Let’s be honest: Business is slow. At this point in a typical Cannes Film Market, there would usually be at least a handful of big deals, a bidding war or two. Instead, crickets.
The hallways of the Palais des Festivals are busy enough, but the deals aren’t coming – at least not at the pace or scale the market once reliably delivered. The independent film industry is in transition, and nobody has quite figured out what it’s transitioning into.
The old model is fraying
The pay-one television window – a predictable, lucrative revenue stream that allowed distributors to take risks on projects – has largely collapsed.
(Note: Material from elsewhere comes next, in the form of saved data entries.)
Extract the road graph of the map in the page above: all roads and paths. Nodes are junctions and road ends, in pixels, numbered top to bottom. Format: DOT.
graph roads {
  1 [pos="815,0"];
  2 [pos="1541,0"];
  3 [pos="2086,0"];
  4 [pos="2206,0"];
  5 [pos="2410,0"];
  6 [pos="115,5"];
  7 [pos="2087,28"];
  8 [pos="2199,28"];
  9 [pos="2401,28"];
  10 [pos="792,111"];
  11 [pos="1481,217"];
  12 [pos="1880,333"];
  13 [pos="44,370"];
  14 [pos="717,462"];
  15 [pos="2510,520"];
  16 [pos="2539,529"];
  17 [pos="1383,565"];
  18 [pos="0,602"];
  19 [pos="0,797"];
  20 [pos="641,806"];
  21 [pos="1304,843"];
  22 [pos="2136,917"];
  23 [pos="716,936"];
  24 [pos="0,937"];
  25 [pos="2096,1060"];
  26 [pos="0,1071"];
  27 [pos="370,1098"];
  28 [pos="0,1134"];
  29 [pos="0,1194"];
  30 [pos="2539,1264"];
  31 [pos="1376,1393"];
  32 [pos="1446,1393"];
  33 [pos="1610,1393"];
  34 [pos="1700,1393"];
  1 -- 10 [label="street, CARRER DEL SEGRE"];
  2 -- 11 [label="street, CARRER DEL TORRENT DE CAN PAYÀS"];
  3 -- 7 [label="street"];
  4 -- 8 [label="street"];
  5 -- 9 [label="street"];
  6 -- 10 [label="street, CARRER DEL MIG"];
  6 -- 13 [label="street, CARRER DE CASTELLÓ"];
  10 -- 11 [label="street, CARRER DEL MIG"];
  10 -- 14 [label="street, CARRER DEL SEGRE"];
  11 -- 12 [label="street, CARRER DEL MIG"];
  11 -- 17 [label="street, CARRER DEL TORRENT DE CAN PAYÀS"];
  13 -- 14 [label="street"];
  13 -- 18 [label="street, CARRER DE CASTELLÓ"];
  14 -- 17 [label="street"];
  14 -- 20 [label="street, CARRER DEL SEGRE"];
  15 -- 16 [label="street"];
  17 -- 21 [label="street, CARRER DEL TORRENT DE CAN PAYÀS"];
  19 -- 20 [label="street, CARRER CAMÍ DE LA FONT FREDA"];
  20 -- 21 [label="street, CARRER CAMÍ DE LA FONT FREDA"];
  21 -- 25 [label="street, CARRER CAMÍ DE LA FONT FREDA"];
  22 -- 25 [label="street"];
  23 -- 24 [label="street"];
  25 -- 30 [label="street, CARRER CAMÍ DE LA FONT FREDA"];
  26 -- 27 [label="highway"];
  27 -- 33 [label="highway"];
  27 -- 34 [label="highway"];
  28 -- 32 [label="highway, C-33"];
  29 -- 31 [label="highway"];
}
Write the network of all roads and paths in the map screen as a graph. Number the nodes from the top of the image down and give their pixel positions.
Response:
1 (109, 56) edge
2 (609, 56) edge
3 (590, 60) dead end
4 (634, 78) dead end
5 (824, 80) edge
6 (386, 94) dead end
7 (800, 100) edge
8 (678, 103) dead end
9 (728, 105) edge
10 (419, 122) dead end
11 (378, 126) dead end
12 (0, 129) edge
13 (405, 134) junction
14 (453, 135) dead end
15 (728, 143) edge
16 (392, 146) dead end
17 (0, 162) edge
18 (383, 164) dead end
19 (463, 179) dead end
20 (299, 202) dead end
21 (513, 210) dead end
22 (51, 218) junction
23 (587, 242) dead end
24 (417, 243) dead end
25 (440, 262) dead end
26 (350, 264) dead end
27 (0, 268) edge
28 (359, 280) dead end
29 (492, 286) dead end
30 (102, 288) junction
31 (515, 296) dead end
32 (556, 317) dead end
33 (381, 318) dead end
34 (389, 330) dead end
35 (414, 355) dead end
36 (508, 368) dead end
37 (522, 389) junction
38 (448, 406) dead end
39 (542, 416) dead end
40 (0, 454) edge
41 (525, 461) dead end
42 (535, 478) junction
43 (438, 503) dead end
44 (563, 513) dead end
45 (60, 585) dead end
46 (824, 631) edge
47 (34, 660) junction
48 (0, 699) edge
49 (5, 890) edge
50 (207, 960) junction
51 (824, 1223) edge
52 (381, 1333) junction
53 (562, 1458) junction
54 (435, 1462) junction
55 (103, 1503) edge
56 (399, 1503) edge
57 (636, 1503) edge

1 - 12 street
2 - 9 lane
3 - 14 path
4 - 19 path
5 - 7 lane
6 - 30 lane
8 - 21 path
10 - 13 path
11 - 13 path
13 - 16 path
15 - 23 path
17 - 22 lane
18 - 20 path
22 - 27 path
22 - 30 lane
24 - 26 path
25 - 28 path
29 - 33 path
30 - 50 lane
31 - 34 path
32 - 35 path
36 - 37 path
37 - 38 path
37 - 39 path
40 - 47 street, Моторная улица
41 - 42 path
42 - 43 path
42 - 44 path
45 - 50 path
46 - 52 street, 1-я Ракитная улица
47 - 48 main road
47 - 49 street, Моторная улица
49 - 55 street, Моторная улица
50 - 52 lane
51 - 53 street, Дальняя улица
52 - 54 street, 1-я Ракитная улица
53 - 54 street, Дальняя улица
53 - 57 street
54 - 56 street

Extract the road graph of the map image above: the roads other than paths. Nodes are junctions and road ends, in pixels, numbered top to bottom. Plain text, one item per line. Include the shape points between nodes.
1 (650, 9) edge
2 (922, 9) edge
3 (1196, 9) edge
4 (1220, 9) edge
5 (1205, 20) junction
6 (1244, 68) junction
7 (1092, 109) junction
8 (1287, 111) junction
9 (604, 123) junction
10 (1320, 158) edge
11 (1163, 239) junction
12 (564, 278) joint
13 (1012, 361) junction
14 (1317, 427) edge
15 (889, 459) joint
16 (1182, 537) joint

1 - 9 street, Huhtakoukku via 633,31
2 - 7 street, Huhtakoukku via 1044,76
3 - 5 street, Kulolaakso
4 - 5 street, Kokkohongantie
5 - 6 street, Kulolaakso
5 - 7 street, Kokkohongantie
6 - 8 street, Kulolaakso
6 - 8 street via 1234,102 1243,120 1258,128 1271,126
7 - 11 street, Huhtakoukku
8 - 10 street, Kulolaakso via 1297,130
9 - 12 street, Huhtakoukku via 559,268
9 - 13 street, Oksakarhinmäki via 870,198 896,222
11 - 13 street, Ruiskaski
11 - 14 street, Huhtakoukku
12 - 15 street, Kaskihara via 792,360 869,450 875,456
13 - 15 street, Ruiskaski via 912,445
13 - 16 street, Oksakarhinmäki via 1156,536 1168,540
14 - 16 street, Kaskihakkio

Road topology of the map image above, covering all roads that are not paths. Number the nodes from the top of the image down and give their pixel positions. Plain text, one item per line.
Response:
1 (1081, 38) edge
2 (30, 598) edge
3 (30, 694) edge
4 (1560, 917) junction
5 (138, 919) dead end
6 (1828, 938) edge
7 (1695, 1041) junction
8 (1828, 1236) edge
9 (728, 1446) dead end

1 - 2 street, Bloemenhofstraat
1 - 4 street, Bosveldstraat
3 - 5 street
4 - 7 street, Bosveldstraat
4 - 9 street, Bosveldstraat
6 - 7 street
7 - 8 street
Streaming platforms negotiate their own deals directly, leaving independent distributors without the financial cushions that once made risk-taking viable.
For producers, says David Garrett of Mister Smith Entertainment, “that means relying more on equity financing and soft money to get movies financed.” The result is a buyer’s market without enough buyers.
Community as the new model
But here’s the thing about a vacuum: Something always fills it. One answer, increasingly convincing, is community.
Watermelon Pictures, the Chicago-based company co-founded by brothers Badie and Hamza Ali, has built its entire operation around a deeply engaged, underserved audience. Named for the fruit that has become a symbol of Palestinian resistance, Watermelon has distributed Palestinian-focused films – including Palestine 36, The Voice of Hind Rajab, and All That’s Left of You – all three of which made the Oscar shortlist.
Rather than relying on traditional advertising, Watermelon deploys WhatsApp groups, local community leaders and social media influencers to drive audiences to cinemas.
Faith-based success
A faith-based variant of the same logic has produced even more dramatic results. Angel Studios, the company behind Sound of Freedom, has been scaling rapidly. The Chosen, the multi-season drama about Jesus, has become an underground phenomenon. Creator Dallas Jenkins maintains a direct text chain with 3.5 million followers.
Mark Sourian, president of production at 5&2, which makes The Chosen, argues: “In the 21st century, if you are not in direct connection with your audience, you are going to lose control of the conversation.”
The creator economy arrives
The most striking proof of concept is Iron Lung, the sci-fi horror film self-distributed by YouTuber Markiplier, which has grossed more than $50 million worldwide.
This year at Cannes, Club Kid – from comedian Jordan Firstman, who built his following through viral Instagram skits – has generated the kind of heat missing elsewhere. A deal for domestic rights is all but certain, with rumors A24 has already snatched it up.
What it means
None of these models is a clean replacement for what the industry has lost. Community-driven distribution is hard to scale. But taken together, they suggest something important: The audience for independent film hasn’t gone anywhere. It’s just waiting to be reached in new ways – whether that’s a church network, a WhatsApp group, or a YouTube comment section.